■ **Prompt**: After finding the line that contains "middle mcp: (754, 855)", give again that line and each one following it, exactly, until the records end.

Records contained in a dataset
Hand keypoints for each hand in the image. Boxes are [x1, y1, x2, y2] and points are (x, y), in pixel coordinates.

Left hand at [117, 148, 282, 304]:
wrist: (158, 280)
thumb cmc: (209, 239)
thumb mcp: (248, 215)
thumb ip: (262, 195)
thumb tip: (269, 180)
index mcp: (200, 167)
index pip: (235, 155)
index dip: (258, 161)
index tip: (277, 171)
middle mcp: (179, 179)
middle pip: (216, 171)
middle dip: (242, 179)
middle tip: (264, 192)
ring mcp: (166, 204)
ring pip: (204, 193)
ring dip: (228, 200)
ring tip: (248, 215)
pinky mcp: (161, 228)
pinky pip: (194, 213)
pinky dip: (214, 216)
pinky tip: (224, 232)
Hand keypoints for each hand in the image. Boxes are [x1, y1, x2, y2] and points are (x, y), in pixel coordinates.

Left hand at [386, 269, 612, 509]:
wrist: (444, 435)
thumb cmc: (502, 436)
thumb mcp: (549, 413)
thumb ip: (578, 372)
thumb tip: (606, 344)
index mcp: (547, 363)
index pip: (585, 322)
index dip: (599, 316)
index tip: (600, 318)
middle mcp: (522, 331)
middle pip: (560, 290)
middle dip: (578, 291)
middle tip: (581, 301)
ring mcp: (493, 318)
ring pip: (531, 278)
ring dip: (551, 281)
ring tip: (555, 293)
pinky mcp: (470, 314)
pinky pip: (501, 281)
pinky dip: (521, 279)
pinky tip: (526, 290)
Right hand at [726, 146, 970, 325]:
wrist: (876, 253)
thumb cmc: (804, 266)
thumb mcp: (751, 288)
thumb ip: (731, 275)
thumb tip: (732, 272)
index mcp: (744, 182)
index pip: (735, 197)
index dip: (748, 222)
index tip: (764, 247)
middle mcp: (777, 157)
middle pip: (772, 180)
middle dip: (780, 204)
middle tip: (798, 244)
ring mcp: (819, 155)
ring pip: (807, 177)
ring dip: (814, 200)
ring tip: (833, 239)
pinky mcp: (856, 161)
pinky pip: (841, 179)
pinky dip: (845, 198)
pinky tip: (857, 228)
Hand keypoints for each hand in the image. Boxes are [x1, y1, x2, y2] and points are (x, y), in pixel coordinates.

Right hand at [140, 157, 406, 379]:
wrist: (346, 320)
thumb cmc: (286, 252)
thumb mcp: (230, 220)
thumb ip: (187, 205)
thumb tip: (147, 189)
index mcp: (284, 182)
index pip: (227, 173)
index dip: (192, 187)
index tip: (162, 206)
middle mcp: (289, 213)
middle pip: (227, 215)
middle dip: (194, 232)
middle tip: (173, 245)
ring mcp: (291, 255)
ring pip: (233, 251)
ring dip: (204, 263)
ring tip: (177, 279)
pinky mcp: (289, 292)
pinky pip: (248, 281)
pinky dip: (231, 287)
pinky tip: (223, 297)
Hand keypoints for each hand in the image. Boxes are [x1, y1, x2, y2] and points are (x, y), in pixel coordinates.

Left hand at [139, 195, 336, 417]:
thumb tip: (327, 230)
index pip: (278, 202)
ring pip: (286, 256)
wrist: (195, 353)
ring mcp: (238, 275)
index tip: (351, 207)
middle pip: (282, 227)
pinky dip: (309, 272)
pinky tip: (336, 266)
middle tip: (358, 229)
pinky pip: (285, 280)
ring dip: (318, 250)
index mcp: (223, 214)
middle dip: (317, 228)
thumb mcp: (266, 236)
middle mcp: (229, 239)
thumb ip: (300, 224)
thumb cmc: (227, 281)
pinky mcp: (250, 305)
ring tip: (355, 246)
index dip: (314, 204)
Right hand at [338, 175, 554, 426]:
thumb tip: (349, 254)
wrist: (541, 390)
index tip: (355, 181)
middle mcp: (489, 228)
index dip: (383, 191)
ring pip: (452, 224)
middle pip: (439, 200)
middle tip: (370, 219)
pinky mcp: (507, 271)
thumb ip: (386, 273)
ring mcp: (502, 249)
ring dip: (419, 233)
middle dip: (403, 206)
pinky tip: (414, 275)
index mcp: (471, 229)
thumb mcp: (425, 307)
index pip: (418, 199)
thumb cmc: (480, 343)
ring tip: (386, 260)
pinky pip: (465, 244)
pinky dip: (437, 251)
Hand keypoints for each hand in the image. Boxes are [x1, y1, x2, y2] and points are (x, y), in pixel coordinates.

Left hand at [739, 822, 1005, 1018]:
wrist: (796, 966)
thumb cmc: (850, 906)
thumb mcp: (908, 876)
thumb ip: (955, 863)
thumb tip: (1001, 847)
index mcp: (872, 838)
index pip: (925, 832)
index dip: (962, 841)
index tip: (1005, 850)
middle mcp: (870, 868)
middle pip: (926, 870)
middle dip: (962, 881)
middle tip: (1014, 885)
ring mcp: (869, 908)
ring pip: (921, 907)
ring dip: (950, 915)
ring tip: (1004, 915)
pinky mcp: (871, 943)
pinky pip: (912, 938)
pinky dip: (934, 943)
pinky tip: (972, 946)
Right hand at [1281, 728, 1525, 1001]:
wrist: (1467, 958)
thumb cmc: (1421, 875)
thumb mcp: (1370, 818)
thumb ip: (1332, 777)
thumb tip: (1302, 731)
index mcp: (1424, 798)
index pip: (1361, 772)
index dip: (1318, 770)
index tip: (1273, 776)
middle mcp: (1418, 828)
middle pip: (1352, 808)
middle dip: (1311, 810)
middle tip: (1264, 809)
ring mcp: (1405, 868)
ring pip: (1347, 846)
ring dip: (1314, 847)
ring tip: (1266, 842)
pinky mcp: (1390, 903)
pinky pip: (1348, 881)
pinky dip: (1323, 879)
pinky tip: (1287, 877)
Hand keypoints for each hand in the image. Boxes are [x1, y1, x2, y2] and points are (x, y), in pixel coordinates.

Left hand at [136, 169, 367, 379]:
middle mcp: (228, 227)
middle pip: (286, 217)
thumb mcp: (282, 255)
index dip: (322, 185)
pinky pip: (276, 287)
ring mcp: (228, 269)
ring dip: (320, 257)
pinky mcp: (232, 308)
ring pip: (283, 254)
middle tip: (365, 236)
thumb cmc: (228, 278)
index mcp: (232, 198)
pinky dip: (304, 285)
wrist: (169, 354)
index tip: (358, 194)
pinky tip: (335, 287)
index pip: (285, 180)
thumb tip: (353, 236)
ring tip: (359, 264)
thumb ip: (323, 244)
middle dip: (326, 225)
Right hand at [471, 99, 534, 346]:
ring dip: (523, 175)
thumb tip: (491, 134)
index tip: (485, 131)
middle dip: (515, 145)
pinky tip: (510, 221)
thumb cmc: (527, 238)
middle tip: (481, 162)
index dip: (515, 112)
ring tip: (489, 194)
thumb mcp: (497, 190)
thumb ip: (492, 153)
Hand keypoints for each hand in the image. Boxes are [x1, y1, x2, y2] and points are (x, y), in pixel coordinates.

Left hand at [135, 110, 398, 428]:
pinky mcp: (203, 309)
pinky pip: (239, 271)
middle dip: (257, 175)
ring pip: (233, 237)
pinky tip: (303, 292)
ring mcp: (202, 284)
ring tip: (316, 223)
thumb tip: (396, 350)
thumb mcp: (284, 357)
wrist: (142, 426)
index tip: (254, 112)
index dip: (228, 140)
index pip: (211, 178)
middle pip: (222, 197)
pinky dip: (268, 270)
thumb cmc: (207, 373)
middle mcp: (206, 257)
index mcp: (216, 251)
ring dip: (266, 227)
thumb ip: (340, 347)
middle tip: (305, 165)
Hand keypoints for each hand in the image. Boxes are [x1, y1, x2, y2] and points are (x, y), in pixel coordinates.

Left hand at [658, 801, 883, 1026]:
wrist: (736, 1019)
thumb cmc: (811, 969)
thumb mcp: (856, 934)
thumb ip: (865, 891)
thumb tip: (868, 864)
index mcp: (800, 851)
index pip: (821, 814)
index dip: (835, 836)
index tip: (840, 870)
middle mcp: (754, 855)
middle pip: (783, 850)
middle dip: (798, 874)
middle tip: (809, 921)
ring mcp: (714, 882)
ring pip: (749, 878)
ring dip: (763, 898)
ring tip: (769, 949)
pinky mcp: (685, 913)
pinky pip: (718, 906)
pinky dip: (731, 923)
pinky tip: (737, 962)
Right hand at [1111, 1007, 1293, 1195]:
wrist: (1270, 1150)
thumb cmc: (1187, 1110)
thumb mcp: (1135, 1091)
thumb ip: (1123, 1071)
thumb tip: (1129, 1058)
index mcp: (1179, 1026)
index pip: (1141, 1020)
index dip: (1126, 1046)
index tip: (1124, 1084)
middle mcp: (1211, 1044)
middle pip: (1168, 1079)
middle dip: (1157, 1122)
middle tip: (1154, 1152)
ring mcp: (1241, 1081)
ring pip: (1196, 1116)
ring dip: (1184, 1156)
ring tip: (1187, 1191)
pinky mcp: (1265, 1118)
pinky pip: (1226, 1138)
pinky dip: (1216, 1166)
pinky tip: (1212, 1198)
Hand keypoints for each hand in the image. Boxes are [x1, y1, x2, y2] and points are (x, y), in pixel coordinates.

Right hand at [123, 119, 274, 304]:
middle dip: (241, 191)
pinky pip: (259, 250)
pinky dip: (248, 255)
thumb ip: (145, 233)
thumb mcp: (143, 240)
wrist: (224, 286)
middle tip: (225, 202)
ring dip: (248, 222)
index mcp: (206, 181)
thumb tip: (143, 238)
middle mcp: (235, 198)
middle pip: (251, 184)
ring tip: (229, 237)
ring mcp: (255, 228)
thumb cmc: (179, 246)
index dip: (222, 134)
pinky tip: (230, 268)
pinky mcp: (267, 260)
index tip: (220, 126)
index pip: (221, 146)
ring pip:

■ **Answer to the problem**:
middle mcp: (754, 855)
middle pip: (783, 850)
middle dip: (798, 874)
middle tip: (809, 921)
ring mcp: (714, 882)
ring pip: (749, 878)
ring dip: (763, 898)
ring tip: (769, 949)
pinky mcp: (685, 913)
pinky pip: (718, 906)
pinky dip: (731, 923)
pinky tip: (737, 962)
Right hand at [1111, 1007, 1293, 1195]:
wrist: (1270, 1150)
thumb cmc: (1187, 1110)
thumb mcp: (1135, 1091)
thumb ip: (1123, 1071)
thumb tip: (1129, 1058)
index mcp: (1179, 1026)
index pip: (1141, 1020)
index dip: (1126, 1046)
index tip: (1124, 1084)
middle mcp: (1211, 1044)
middle pip: (1168, 1079)
middle dip: (1157, 1122)
middle tip: (1154, 1152)
ring mcp: (1241, 1081)
ring pip: (1196, 1116)
ring dip: (1184, 1156)
ring tip: (1187, 1191)
pinky mcp: (1265, 1118)
pinky pip: (1226, 1138)
pinky dip: (1216, 1166)
pinky tip: (1212, 1198)
Hand keypoints for each hand in the image. Boxes are [x1, y1, x2, y2] and points are (x, y), in pixel coordinates.

Right hand at [123, 119, 274, 304]:
middle dip: (241, 191)
pinky pip: (259, 250)
pinky dip: (248, 255)
thumb ip: (145, 233)
thumb mcp: (143, 240)
wrist: (224, 286)
middle tip: (225, 202)
ring dip: (248, 222)
index mcp: (206, 181)
thumb tip: (143, 238)
middle mcp: (235, 198)
middle pip: (251, 184)
ring tip: (229, 237)
ring mcp: (255, 228)
thumb cmc: (179, 246)
index dip: (222, 134)
pinky tip: (230, 268)
pinky mcp: (267, 260)
index tip: (220, 126)
index pip: (221, 146)
ring pip:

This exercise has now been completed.